## Extracted entries
====================
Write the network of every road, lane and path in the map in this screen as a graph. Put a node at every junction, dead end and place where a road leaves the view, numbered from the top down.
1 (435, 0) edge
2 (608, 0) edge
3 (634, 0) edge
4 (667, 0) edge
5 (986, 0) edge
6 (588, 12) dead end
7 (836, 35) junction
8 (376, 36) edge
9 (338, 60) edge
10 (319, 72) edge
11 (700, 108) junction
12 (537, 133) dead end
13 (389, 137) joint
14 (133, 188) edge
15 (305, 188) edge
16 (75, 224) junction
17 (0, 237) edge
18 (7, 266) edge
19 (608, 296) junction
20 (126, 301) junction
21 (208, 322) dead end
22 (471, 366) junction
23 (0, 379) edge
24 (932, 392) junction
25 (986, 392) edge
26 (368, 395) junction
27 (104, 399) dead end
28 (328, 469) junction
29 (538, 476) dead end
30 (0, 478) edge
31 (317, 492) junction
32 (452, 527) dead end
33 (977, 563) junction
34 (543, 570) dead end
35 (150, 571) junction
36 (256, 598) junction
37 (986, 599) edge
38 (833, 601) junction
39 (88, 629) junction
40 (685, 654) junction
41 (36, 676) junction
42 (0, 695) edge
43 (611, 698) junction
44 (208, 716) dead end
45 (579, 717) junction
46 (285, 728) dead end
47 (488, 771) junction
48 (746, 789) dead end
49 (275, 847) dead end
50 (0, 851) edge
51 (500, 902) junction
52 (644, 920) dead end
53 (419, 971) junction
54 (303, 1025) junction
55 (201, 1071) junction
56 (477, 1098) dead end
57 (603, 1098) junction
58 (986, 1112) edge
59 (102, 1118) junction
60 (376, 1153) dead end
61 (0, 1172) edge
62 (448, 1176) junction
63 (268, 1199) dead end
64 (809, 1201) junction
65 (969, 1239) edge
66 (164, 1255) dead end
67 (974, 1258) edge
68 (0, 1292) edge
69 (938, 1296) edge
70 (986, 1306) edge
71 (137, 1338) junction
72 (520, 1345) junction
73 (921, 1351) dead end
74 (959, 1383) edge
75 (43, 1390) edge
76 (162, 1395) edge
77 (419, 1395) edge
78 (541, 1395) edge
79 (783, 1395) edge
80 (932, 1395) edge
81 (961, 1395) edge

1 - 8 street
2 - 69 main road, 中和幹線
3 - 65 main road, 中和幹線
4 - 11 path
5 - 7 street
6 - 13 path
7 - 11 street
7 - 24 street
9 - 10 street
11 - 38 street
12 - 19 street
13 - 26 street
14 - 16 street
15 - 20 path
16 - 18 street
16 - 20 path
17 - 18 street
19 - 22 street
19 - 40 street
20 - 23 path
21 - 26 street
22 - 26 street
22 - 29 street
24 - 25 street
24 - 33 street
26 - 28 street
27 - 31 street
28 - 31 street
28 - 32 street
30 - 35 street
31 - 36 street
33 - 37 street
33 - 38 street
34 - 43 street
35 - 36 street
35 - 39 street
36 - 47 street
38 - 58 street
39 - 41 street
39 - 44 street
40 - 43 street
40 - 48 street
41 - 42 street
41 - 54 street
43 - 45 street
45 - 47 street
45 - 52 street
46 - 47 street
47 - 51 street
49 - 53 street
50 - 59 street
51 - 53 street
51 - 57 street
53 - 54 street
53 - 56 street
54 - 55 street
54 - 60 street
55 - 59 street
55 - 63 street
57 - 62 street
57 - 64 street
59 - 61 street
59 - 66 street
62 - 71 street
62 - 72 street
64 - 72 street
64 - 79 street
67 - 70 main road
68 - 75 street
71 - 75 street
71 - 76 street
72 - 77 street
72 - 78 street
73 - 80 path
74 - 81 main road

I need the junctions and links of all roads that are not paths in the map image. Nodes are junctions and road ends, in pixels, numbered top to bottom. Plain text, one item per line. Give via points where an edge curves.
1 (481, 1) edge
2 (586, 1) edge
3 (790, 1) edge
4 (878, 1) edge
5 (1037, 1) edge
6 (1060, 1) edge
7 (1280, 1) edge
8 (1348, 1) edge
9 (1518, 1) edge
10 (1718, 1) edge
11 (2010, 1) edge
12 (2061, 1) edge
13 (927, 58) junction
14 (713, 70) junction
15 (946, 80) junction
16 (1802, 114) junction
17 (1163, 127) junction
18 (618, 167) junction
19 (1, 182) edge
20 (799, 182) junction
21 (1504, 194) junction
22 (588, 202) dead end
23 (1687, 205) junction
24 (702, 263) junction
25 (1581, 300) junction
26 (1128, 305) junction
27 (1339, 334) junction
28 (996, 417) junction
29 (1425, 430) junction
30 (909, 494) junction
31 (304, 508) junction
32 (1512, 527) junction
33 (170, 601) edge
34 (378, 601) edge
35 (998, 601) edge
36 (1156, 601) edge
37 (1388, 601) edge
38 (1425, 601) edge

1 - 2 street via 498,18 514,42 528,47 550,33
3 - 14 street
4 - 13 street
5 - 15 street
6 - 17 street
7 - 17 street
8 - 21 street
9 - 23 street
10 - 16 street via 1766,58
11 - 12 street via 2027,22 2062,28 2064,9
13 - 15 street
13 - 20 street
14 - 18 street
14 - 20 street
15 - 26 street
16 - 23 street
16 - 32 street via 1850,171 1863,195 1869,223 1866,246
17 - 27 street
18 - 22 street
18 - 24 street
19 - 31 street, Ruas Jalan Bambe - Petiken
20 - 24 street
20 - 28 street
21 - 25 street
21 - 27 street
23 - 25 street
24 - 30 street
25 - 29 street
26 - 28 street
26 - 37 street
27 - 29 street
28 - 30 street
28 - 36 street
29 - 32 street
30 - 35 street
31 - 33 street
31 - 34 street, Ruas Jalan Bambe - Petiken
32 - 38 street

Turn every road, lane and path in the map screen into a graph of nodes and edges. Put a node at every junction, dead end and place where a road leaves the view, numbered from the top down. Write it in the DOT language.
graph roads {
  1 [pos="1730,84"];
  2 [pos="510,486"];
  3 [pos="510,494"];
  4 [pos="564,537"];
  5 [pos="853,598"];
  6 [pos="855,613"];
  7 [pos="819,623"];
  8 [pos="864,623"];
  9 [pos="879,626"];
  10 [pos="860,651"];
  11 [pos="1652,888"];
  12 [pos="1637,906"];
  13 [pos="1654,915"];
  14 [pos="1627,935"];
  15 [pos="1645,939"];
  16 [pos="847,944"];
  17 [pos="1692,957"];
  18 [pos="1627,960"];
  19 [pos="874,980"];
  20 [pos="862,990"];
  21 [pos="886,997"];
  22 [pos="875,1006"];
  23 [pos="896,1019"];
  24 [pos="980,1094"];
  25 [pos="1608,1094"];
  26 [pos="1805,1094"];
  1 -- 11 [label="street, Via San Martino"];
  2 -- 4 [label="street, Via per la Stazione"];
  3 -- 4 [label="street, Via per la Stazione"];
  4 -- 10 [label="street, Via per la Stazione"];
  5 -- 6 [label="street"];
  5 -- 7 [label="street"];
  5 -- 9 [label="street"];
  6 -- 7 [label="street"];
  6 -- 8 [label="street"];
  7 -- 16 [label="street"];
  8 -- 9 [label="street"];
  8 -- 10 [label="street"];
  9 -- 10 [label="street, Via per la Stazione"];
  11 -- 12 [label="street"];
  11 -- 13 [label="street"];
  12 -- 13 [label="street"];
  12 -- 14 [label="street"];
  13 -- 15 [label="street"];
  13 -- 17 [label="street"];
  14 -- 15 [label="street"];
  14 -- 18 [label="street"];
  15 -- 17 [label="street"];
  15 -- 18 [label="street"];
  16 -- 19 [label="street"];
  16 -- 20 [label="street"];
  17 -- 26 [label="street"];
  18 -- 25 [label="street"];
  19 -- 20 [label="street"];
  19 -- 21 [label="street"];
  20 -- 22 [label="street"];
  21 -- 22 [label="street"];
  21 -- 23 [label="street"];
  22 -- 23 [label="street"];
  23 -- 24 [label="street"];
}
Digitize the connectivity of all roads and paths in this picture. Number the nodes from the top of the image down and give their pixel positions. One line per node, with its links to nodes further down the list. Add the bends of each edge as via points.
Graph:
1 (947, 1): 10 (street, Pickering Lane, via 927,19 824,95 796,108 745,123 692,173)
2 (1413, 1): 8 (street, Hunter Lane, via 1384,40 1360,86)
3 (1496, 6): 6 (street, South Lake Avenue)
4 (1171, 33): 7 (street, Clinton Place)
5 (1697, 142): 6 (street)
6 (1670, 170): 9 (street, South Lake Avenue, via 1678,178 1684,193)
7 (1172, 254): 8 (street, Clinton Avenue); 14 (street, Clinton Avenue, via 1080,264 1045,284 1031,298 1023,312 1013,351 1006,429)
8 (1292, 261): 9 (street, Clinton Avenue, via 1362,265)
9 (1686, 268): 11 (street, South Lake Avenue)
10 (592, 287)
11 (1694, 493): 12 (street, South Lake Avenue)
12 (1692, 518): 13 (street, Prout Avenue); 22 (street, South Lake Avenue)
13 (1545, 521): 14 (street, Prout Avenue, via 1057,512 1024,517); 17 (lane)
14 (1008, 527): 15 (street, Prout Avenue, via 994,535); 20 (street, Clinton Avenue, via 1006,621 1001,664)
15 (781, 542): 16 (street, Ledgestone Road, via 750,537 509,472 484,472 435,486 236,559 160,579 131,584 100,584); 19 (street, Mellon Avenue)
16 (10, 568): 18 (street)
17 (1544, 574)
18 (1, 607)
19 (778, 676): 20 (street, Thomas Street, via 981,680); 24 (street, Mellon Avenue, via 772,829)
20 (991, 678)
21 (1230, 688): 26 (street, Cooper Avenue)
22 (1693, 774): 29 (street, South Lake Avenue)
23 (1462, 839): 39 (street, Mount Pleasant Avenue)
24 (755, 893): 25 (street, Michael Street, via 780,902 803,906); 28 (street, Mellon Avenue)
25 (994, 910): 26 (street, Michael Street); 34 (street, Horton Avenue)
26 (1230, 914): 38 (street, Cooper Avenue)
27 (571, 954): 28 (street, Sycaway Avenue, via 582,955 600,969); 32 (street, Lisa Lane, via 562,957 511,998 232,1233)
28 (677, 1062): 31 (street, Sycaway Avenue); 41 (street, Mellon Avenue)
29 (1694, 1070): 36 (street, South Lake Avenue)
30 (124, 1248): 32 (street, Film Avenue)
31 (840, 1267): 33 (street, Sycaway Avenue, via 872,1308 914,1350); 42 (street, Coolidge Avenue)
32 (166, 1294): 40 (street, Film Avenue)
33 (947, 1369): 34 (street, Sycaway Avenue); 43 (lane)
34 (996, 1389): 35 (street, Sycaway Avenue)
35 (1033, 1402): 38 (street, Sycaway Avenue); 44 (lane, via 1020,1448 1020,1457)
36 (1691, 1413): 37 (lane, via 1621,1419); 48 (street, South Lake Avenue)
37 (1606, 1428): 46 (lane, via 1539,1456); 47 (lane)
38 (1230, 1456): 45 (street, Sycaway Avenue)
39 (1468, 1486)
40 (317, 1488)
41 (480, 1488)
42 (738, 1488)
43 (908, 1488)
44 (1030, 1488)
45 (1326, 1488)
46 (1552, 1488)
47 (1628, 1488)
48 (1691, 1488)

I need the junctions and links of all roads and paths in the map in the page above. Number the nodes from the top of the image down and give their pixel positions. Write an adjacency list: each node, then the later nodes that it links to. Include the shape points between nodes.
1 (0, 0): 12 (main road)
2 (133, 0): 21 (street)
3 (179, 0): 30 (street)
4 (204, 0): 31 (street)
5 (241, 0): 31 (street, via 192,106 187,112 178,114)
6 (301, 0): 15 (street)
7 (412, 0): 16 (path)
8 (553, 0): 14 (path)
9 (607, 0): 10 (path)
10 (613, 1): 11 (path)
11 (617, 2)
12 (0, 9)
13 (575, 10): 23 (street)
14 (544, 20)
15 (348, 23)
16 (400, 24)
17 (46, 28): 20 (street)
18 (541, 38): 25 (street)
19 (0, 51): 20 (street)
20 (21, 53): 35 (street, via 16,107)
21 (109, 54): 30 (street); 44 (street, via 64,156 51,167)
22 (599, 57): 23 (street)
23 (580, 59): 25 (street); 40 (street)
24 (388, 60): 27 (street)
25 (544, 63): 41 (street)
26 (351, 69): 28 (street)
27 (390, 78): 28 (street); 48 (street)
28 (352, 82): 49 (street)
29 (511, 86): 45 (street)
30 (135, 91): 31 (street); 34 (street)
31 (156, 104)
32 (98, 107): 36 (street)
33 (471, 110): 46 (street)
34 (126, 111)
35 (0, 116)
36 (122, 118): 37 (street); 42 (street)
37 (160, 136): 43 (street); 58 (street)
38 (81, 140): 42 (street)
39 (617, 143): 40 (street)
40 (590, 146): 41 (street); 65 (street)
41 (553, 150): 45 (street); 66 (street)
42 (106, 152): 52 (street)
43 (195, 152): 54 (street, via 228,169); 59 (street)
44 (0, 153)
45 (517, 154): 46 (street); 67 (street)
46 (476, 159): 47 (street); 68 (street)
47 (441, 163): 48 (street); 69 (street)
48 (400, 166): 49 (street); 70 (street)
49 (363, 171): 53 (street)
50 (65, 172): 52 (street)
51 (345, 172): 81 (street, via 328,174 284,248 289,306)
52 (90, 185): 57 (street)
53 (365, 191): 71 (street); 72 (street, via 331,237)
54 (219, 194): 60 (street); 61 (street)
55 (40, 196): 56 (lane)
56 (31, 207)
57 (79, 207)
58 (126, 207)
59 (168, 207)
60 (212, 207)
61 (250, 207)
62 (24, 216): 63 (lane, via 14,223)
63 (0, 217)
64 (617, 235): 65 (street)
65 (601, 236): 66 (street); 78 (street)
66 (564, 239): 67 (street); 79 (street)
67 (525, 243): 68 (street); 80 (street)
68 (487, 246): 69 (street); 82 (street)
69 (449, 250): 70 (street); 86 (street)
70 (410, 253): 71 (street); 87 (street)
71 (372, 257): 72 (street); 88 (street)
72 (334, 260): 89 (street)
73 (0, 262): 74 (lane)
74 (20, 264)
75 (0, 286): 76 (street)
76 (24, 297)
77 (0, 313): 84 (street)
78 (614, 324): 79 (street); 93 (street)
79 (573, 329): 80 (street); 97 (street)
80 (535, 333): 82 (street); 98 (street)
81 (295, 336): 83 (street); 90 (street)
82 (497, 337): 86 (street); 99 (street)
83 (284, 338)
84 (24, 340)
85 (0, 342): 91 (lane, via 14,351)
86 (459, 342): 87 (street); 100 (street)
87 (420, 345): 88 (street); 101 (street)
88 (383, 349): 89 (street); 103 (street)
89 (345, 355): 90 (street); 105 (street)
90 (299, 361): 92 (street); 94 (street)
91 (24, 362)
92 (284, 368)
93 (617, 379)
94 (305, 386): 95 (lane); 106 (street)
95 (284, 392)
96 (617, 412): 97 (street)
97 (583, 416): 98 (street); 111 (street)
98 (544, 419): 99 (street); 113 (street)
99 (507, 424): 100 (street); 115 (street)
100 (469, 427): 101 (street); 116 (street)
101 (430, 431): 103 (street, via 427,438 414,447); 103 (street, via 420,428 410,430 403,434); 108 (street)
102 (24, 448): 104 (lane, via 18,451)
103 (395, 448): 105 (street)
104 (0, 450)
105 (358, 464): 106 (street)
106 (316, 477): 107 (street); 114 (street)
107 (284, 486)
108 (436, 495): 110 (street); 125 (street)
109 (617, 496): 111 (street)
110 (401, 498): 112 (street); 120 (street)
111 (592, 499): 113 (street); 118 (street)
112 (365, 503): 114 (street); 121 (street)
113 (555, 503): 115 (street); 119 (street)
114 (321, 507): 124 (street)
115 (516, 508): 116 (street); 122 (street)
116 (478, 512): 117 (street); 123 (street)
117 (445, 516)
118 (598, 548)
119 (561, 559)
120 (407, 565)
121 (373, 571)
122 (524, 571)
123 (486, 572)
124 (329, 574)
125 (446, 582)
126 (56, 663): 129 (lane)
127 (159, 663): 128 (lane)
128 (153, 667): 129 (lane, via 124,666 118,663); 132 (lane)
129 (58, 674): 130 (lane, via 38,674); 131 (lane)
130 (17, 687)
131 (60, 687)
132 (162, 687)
====================
## The problem
In which lines of the material above does the string "Ruas" occur? Copy them all.

## Output of the task
19 - 31 street, Ruas Jalan Bambe - Petiken
31 - 34 street, Ruas Jalan Bambe - Petiken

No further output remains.